Liima - ii CD-Kritik

What makes you sick, Amerika?
The hearts across the street, Amerika.
You’re floatin‘ on the river
In Amerkia.
Lie across the street
In Amerika
I’m hoping for Amerika

(Liima – Amerika)

Die drei Dänen von Efterklang haben sich wohl eines Tages gefragt: „Warum haben wir eigentlich keinen Drummer?“ Nicht lange danach kam der finnische Perkussionist Tatu Rönkkö zu der Band, die sonst schon so ungewöhnliche, nicht in Schubladen zu steckende Musik macht. Und auch bei dem so entstanden, neuen Projekt Liima wird klassischen Entstehungsprozessen und Aufgabenverteilungen keine Beachtung geschenkt. Zu viert in den verschiedensten Städten Europas unterwegs entstanden die zehn Songs von ‚ii‚. Die gewollt improvisierten ersten Ideen wurden schnellstmöglich live auf Tauglichkeit getestet. Die unter diesem künstlichen Zeitdruck entstandenen Songsskizzen wurden im Studio so lange weiterbearbeitet, bis das Album mit der einsamen Bergziege auf dem Cover daraus entstanden ist.

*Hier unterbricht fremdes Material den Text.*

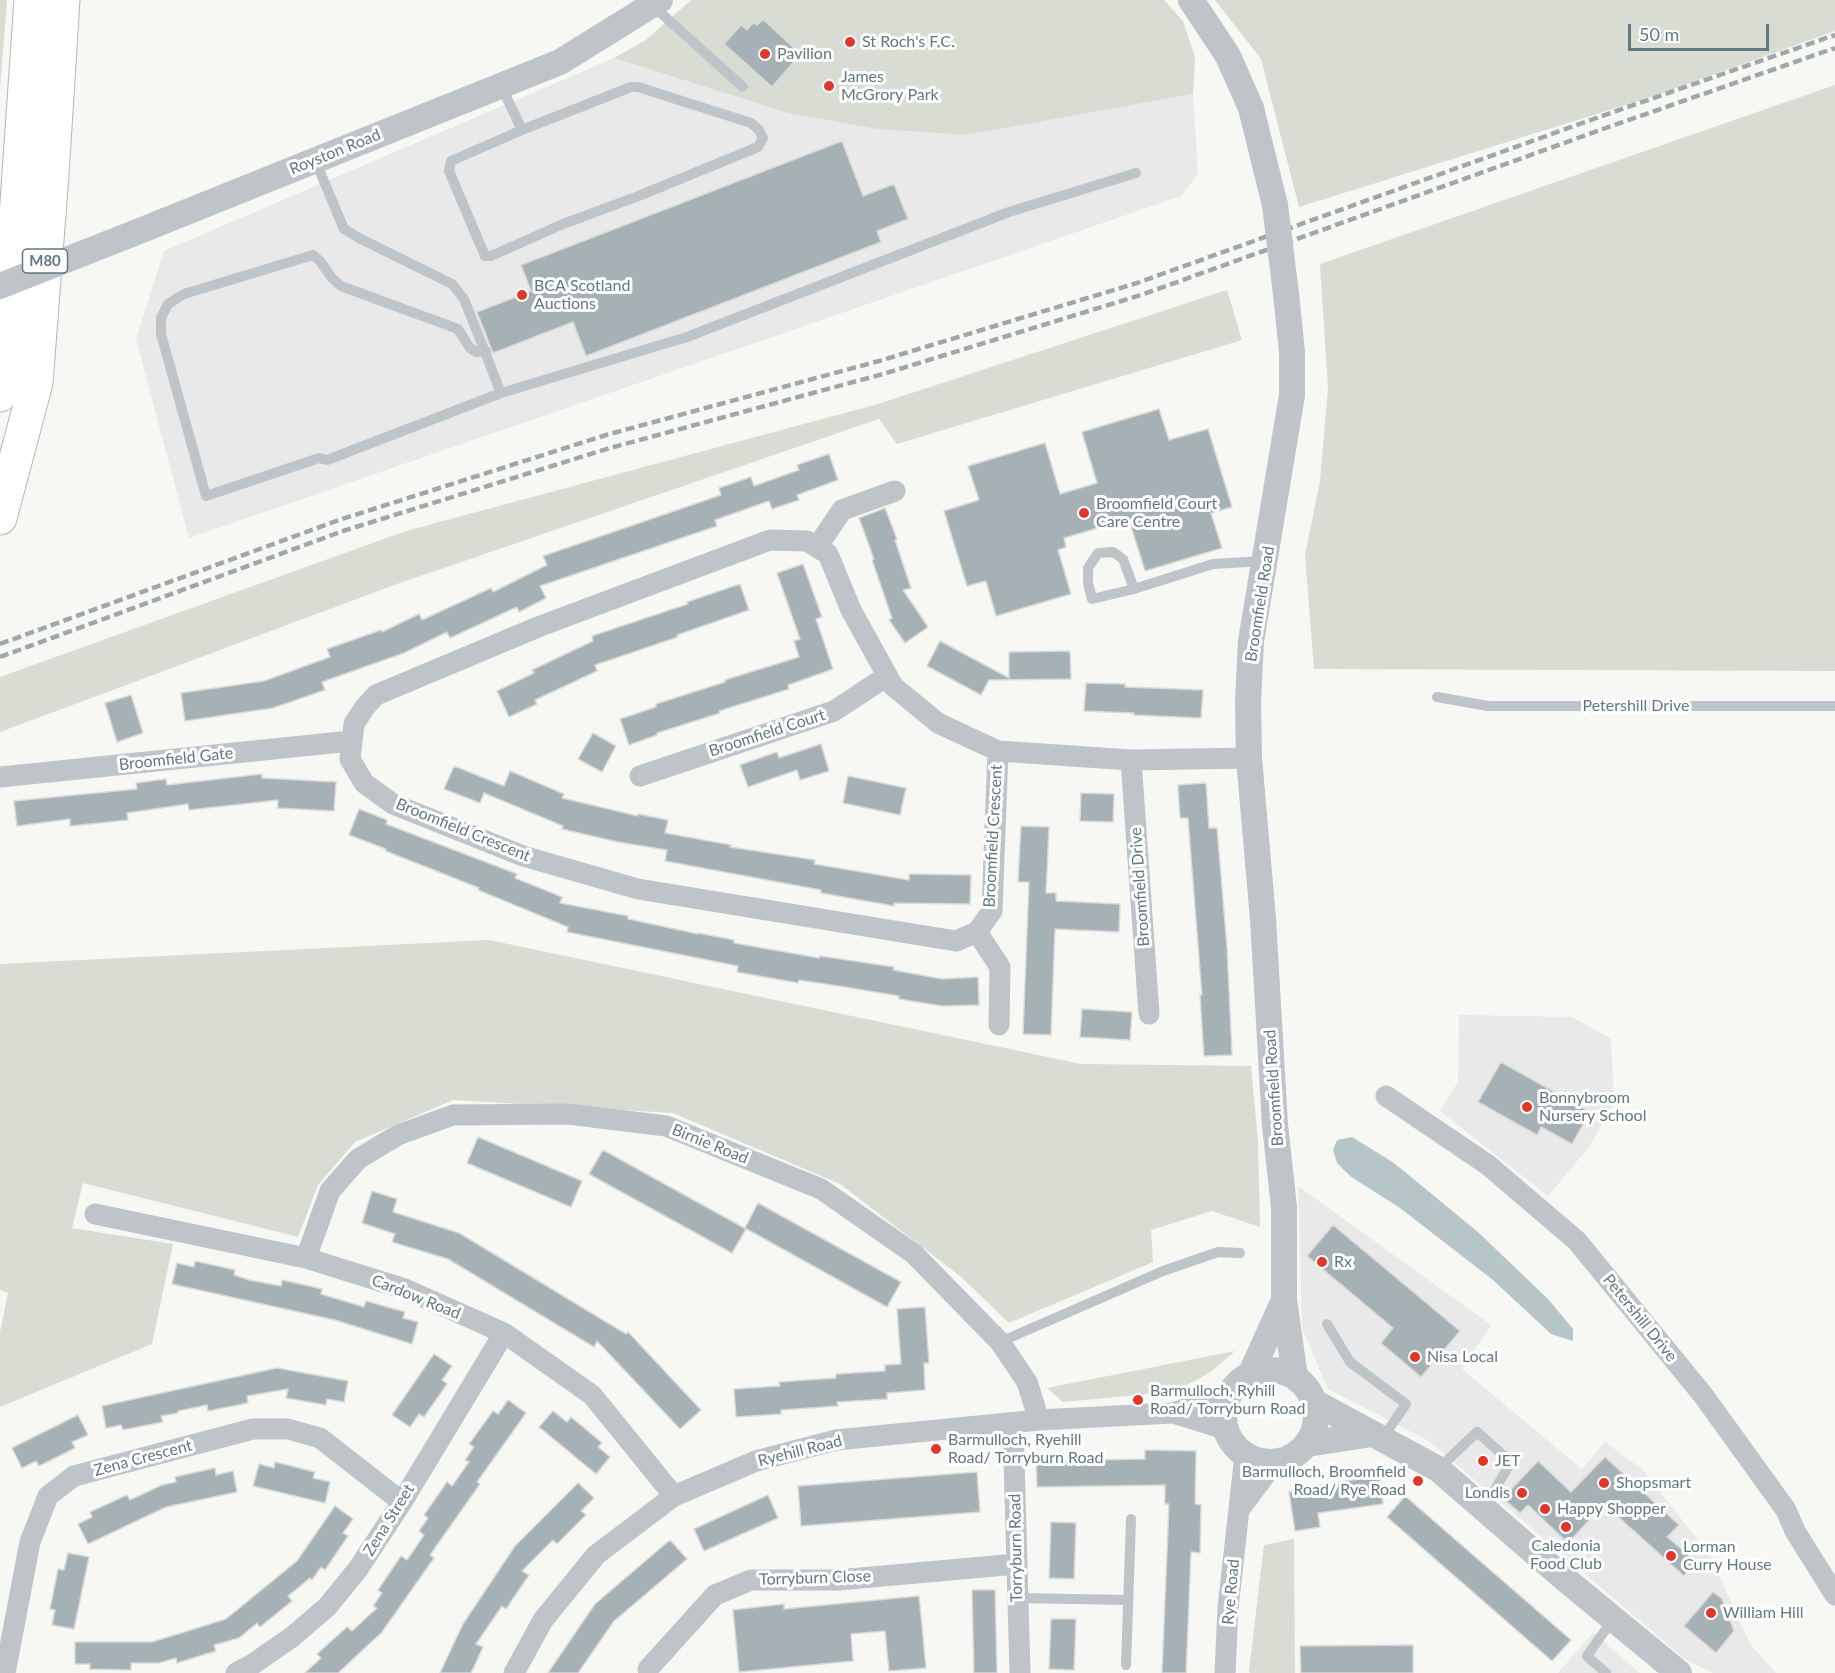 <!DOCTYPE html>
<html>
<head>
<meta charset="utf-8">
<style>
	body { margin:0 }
	#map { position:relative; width:1835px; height:1673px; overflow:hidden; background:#f7f7f4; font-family:Lato,sans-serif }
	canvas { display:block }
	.scale { position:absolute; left:1628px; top:24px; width:141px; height:27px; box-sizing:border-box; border:3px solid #63787f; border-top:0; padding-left:8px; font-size:18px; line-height:21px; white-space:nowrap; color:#63787f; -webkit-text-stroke:4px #fff; paint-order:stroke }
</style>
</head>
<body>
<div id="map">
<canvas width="1835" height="1673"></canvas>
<div class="scale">50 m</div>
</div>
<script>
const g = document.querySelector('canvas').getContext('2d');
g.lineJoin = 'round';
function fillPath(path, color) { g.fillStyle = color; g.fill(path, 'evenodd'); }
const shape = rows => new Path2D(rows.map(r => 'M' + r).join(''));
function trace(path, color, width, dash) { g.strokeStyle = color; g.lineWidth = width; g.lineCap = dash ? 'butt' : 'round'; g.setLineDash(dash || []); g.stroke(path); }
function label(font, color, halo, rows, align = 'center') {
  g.font = font + ' Lato,sans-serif'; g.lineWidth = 6; g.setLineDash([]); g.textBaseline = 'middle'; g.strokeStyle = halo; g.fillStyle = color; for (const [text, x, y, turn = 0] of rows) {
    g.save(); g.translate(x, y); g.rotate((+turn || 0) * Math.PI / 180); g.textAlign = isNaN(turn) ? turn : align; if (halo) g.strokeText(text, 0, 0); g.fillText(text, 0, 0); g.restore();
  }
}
fillPath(shape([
	[614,58,788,113,876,129,966,135,1193,94,1198,174,1181,196,189,538,136,339,164,251],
	[1459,1015,1572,1017,1611,1039,1614,1104,1588,1148,1548,1196,1440,1111,1458,1082],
	[1298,1186,1491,1325,1462,1369,1582,1469,1605,1442,1642,1469,1711,1557,1750,1644,1776,1673,1713,1673,1686,1660,1429,1441,1328,1389,1302,1328],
	[1593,1633,1640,1673,1558,1673]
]), '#e8e9e8');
fillPath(shape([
	[0,0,7,0,0,89],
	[691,0,1164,0,1183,21,1195,57,1193,94,966,135,876,129,788,113,614,58,646,40],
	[1215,0,1835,0,1835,31,1648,98,1299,207,1261,59],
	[1835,85,1835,671,1314,669,1305,555,1320,481,1328,388,1320,264],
	[1227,290,1242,340,897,444,879,419,397,584,0,732,0,677,406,531,878,404],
	[489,940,1081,1064,1251,1066,1258,1142,1260,1227,1212,1211,1151,1230,1153,1262,1009,1323,960,1276,840,1184,673,1113,453,1100,355,1142,318,1185,298,1237,83,1183,72,1228,173,1244,152,1344,0,1407,0,1332,8,1293,0,1290,0,964],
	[1235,1351,1213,1370,1197,1380,1169,1392,1063,1402,1047,1388],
	[1294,1539,1295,1673,1250,1673,1249,1671,1264,1545]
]), '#d8dcd3');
fillPath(shape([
	[1352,1137,1394,1163,1479,1233,1548,1299,1573,1329,1573,1341,1551,1334,1493,1280,1400,1208,1350,1176,1337,1163,1333,1150,1337,1140]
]), '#b6c5c7');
const building = shape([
	[763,19,797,51,790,58,793,63,772,87,724,44,741,25,747,30,754,22,757,25,763,19],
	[842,141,863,196,894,184,908,219,877,231,881,242,586,356,573,322,493,353,477,312,531,291,521,265,842,141],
	[1159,409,1169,440,1208,429,1232,507,1211,513,1222,548,1145,571,1131,526,1127,527,1125,520,1064,538,1066,547,1058,550,1071,594,996,616,986,581,967,586,944,511,979,500,968,466,1045,443,1060,494,1097,483,1082,432,1159,409],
	[829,454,838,480,797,495,799,500,772,509,769,501,715,520,717,526,540,586,546,598,519,612,517,607,450,638,447,632,404,653,322,682,325,690,273,708,185,721,181,693,264,681,330,657,327,649,381,630,382,632,419,614,422,620,491,588,493,592,547,565,543,556,721,495,719,488,751,477,754,486,799,470,797,465,829,454],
	[885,508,897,539,895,540,911,588,903,590,928,627,905,643,889,620,892,618,872,560,874,559,859,518,885,508],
	[803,564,822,617,816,619,833,669,788,685,789,689,719,711,720,713,657,733,657,735,629,745,620,719,656,707,656,704,725,682,725,680,799,657,794,641,800,639,777,573,803,564],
	[740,584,749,610,677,635,678,637,595,665,597,671,535,700,537,704,509,717,497,691,534,673,532,670,593,641,592,636,688,604,687,602,740,584],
	[940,641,1009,678,1009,652,1070,651,1071,679,989,680,981,695,927,666,940,641],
	[1086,683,1125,684,1125,687,1203,690,1201,718,1134,715,1134,713,1084,711,1086,683],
	[131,695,143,733,117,742,105,703,131,695],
	[593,733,616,746,602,772,578,759,593,733],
	[821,744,829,771,800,780,797,770,748,787,740,765,777,752,779,758,821,744],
	[454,766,504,786,510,771,564,794,562,798,638,816,638,814,668,820,665,833,731,845,730,847,815,860,814,864,909,880,909,874,971,875,970,904,894,903,894,906,821,893,821,890,665,861,667,850,618,842,562,829,563,826,484,793,480,803,444,789,454,766],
	[262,774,262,778,336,782,334,811,278,808,278,800,189,810,188,804,127,813,128,820,70,826,70,819,17,826,14,801,137,789,136,783,166,779,167,785,262,774],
	[848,776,906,788,900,815,843,803,848,776],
	[1206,783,1209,828,1217,828,1227,947,1232,1055,1204,1056,1200,995,1202,995,1188,818,1180,818,1178,785,1206,783],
	[1081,793,1114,794,1113,822,1080,821,1081,793],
	[359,809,387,820,386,824,517,874,515,878,562,897,560,903,628,916,628,919,698,934,698,933,734,940,734,943,819,958,820,956,894,967,893,970,942,979,978,977,979,1005,942,1006,899,999,899,996,845,987,799,980,798,983,737,972,738,966,567,932,568,927,478,890,479,888,386,851,386,849,349,835,359,809],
	[1021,826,1049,827,1046,893,1056,893,1056,901,1120,904,1119,932,1055,929,1051,1035,1023,1034,1029,882,1018,882,1021,826],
	[1082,1009,1132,1012,1130,1040,1080,1037,1082,1009],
	[1501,1062,1590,1112,1572,1144,1541,1127,1537,1135,1478,1102,1501,1062],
	[478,1137,582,1181,571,1207,467,1163,478,1137],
	[603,1150,746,1229,732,1253,589,1174,603,1150],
	[372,1191,397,1199,393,1212,459,1233,626,1334,628,1332,701,1410,680,1429,597,1341,594,1347,448,1259,392,1242,395,1234,362,1223,372,1191],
	[758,1203,901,1282,887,1307,745,1228,758,1203],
	[1333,1225,1460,1331,1421,1377,1381,1343,1393,1328,1307,1256,1333,1225],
	[195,1261,235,1270,234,1275,249,1280,281,1286,282,1280,322,1289,321,1294,364,1307,366,1301,405,1312,403,1318,418,1322,412,1344,335,1320,172,1284,177,1263,194,1267,195,1261],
	[925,1307,929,1363,924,1363,925,1390,887,1393,887,1399,837,1402,838,1406,781,1410,781,1414,736,1417,734,1389,780,1386,779,1382,836,1378,836,1374,885,1371,885,1365,901,1364,897,1309,925,1307],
	[434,1354,452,1366,442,1380,447,1384,424,1417,419,1414,410,1427,392,1415,434,1354],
	[277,1368,348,1381,344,1402,327,1399,326,1405,286,1398,288,1389,247,1396,248,1403,208,1411,207,1405,178,1411,178,1413,161,1416,163,1422,123,1430,121,1425,106,1428,102,1406,277,1368],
	[508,1400,526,1413,477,1482,480,1484,430,1555,434,1558,382,1632,338,1673,305,1673,321,1658,317,1654,347,1627,352,1631,377,1608,373,1606,382,1593,378,1590,401,1556,407,1560,424,1535,419,1531,428,1518,424,1515,447,1482,452,1486,469,1462,465,1460,474,1447,469,1444,493,1411,498,1414,508,1400],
	[553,1411,567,1422,571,1417,602,1443,598,1447,610,1457,596,1474,539,1427,553,1411],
	[78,1415,88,1435,72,1442,75,1448,39,1466,36,1461,22,1468,12,1448,78,1415],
	[1145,1450,1196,1451,1195,1504,1201,1505,1200,1553,1191,1552,1186,1673,1162,1673,1169,1504,1165,1504,1165,1485,1037,1487,1036,1461,1145,1459,1145,1450],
	[1605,1457,1679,1525,1667,1537,1696,1561,1684,1576,1604,1504,1568,1543,1528,1505,1520,1513,1503,1498,1538,1461,1571,1492,1605,1457],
	[275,1462,315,1472,313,1478,330,1482,325,1503,253,1486,259,1464,274,1468,275,1462],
	[215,1468,216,1475,233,1471,237,1492,166,1507,88,1544,78,1524,92,1517,90,1512,127,1495,130,1500,162,1485,176,1482,175,1477,215,1468],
	[977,1472,980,1512,801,1526,798,1486,977,1472],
	[1379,1476,1383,1504,1318,1513,1320,1527,1295,1531,1289,1492,1314,1488,1314,1486,1379,1476],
	[578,1483,594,1498,581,1511,586,1515,557,1544,553,1540,522,1571,529,1575,506,1609,502,1606,476,1644,483,1647,471,1673,440,1673,463,1624,515,1546,578,1483],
	[768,1495,778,1518,704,1551,694,1529,768,1495],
	[1405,1496,1571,1640,1552,1661,1387,1517,1405,1496],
	[335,1506,353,1519,343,1533,348,1536,325,1570,321,1567,312,1580,310,1578,288,1596,292,1601,260,1627,257,1623,239,1638,214,1645,216,1651,177,1663,176,1658,159,1663,131,1663,131,1670,90,1669,90,1664,75,1664,75,1642,152,1642,226,1619,297,1561,335,1506],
	[1051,1522,1076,1523,1074,1579,1049,1578,1051,1522],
	[670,1540,687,1559,614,1621,578,1673,548,1673,595,1604,670,1540],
	[68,1553,89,1557,74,1629,52,1625,55,1610,50,1609,58,1569,64,1570,68,1553],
	[972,1590,995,1590,997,1673,974,1673,972,1590],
	[1713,1592,1722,1599,1734,1631,1716,1653,1684,1626,1713,1592],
	[919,1596,926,1668,889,1671,885,1631,851,1634,853,1661,739,1672,733,1610,784,1604,784,1609,919,1596],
	[1051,1619,1076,1619,1074,1670,1049,1669,1051,1619],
	[1413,1645,1413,1673,1301,1673,1300,1646,1413,1645]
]);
fillPath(building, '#a5b1b4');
trace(building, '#d9d9d7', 1.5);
const motorway = shape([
	[0,395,5,376,31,0],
	[0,518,36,383,52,175,63,0]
]);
trace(motorway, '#b2b7ba', 35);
trace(shape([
	[653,6,743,87],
	[501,86,522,130,451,161,449,171,485,256,491,256,563,224,636,197,758,147,763,138,759,130,751,123,638,87,631,87,522,130],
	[315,160,344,229,359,238,452,284,464,299,501,393],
	[486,351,476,352,470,348,458,329,341,286,332,278,320,261,313,255,184,294,168,304,161,318,161,334,206,496,319,458,327,460,501,393,687,337,1009,212,1136,173],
	[1134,589,1123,559,1113,552,1098,553,1088,568,1088,583,1092,599,1134,589,1213,564,1264,561],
	[1437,697,1488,706,1835,706],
	[1327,1324,1350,1362,1406,1404,1382,1439],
	[1000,1342,1163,1271,1218,1252,1240,1253],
	[1438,1469,1477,1432,1511,1462,1484,1508],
	[1018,1598,1128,1600],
	[1126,1665,1131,1519],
	[1606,1673,1587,1656,1613,1619]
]), '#bec4c7', 10);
trace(shape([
	[817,547,842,510,895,491],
	[998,751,992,911,977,932,956,941,638,889,523,856,393,804,364,783,350,759,354,724,365,707,376,695,538,627,770,540,807,541,828,554,851,610,893,686,938,723,998,751,1131,760,1249,758],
	[1131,760,1149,1014],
	[640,776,834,711,887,676],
	[0,777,351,741],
	[977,932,1000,967,999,1025],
	[1386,1096,1488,1165,1577,1241,1703,1395,1786,1510,1795,1531,1835,1595],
	[95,1214,306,1258,405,1289,504,1333,592,1395,674,1496],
	[306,1258,330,1191,358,1159,398,1135,453,1115,568,1114,666,1126,821,1189,914,1254,1000,1342,1027,1382,1039,1420],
	[1173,1413,1225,1429],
	[1013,1423,1020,1673],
	[1239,1510,1275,1462],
	[648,1669,715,1595,751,1580,838,1580,1017,1564],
	[5,1673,30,1542,48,1496,74,1476,253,1429,288,1429,320,1438,402,1502],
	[236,1673,253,1664,292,1637,327,1607,358,1569,402,1502,504,1333],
	[514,1673,543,1620,596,1555,674,1496,756,1461,836,1440,1039,1420,1173,1413,1228,1395],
	[1225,1673,1228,1608,1245,1455]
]), '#bec4c7', 21);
trace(shape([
	[1191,0,1228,56,1251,108,1275,205],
	[132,234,560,62,660,0],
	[1286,294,1292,352,1292,395,1251,641,1248,702,1249,758,1263,919,1275,1125,1284,1207,1284,1300,1295,1377],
	'1224 1416a46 46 0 1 1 92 0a46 46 0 1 1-92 0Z',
	[1251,1373,1284,1300],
	[1314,1402,1438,1469,1565,1579,1679,1673],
	[1307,1444,1372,1434]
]), '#bec4c7', 26);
trace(motorway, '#fff', 33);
trace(shape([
	[0,644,339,520,606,435,879,361,1137,283,1599,117,1835,35],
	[0,657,343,531,610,448,883,374,1141,295,1603,129,1835,48]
]), '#9ea8ab', 4.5, [9, 4.5]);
trace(shape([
	[1275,205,1286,294],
	[0,286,132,234]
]), '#bec4c7', 26);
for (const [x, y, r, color] of [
	[850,42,6,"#e1372b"],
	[765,54,6,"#e1372b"],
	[829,86,6,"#e1372b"],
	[522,295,6,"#e1372b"],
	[1084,513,6,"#e1372b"],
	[1527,1107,6,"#e1372b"],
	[1322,1262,6,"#e1372b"],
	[1415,1357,6,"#e1372b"],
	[1138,1400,6,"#e1372b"],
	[936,1449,6,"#e1372b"],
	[1483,1461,6,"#e1372b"],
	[1418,1481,6,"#e1372b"],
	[1604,1483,6,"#e1372b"],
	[1522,1493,6,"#e1372b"],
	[1545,1509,6,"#e1372b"],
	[1566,1527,6,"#e1372b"],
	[1671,1556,6,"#e1372b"],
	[1711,1613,6,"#e1372b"]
]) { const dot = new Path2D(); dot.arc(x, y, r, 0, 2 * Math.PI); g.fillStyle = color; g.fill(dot); trace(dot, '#fff', 2); }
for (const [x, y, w] of [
	[45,261,45]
]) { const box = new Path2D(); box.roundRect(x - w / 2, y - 12, w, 24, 4.5); g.fillStyle = '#fff'; g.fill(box); trace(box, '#63787f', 1.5); }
label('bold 15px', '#63787f', null, [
	["M80",45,261]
]);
label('16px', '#63787f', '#fff', [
	["St Roch's F.C.",862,42],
	["Pavilion",777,54],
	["James",841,77],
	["McGrory Park",841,95],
	["BCA Scotland",534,286],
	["Auctions",534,304],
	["Broomfield Court",1096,504],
	["Care Centre",1096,522],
	["Bonnybroom",1539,1098],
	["Nursery School",1539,1116],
	["Rx",1334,1262],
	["Nisa Local",1427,1357],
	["Barmulloch, Ryhill",1150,1391],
	["Road/ Torryburn Road",1150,1409],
	["Barmulloch, Ryehill",948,1440],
	["Road/ Torryburn Road",948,1458],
	["JET",1495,1461],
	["Barmulloch, Broomfield",1406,1472,"right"],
	["Road/ Rye Road",1406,1490,"right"],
	["Shopsmart",1616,1483],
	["Londis",1510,1493,"right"],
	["Happy Shopper",1557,1509],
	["Caledonia",1566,1546,"center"],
	["Food Club",1566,1564,"center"],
	["Lorman",1683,1547],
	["Curry House",1683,1565],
	["William Hill",1723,1613]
], 'left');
label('16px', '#63787f', '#fff', [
	["Royston Road",335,152,-22],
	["Broomfield Road",1260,604,-81],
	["Petershill Drive",1636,706],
	["Broomfield Court",767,733,-18],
	["Broomfield Gate",176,759,-6],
	["Broomfield Crescent",463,830,22],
	["Broomfield Crescent",993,836,-87],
	["Broomfield Drive",1140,887,-94],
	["Broomfield Road",1274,1088,-94],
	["Birnie Road",710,1144,22],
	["Cardow Road",416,1297,22],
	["Petershill Drive",1640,1318,51],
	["Ryehill Road",800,1451,-14],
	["Zena Crescent",143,1458,-15],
	["Zena Street",389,1520,-58],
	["Torryburn Road",1016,1548,-91],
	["Torryburn Close",815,1578,-2],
	["Rye Road",1231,1592,-85]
]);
</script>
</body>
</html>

‚ii‘ ist ein vordergründig düsteres und sperriges Werk. Der Einstieg mit ‚Your Heart‚ verschafft einem schnell einen Eindruck, in welche musikalische Richtung Liima zielen. Diverse Synth-Spuren werden von einem durchgehenden Plackern flankiert. Am markanten Bass führt auch in den folgenden Liedern kein Weg vorbei. Wenn dann noch Casper Clausen seine klagende Stimme erheb, fühlt man sich irgendwie an Pink Floyd erinnert. Und auch Lied drei, ‚Roger Waters‚, trägt Namen nicht umsonst. Die Bassline von Pink Floyds ‚Money‚ steht dem Song sehr gut, gibt ihm etwas Vertrautes. Sie wird aber auch der Soundfetzen sein, an den man sich nach Ende des Albums am ehesten erinnern wird. Riskant, einen musikalischen Giganten wie die Briten direkt in ein quasi Erstlingswerk einfließen zu lassen.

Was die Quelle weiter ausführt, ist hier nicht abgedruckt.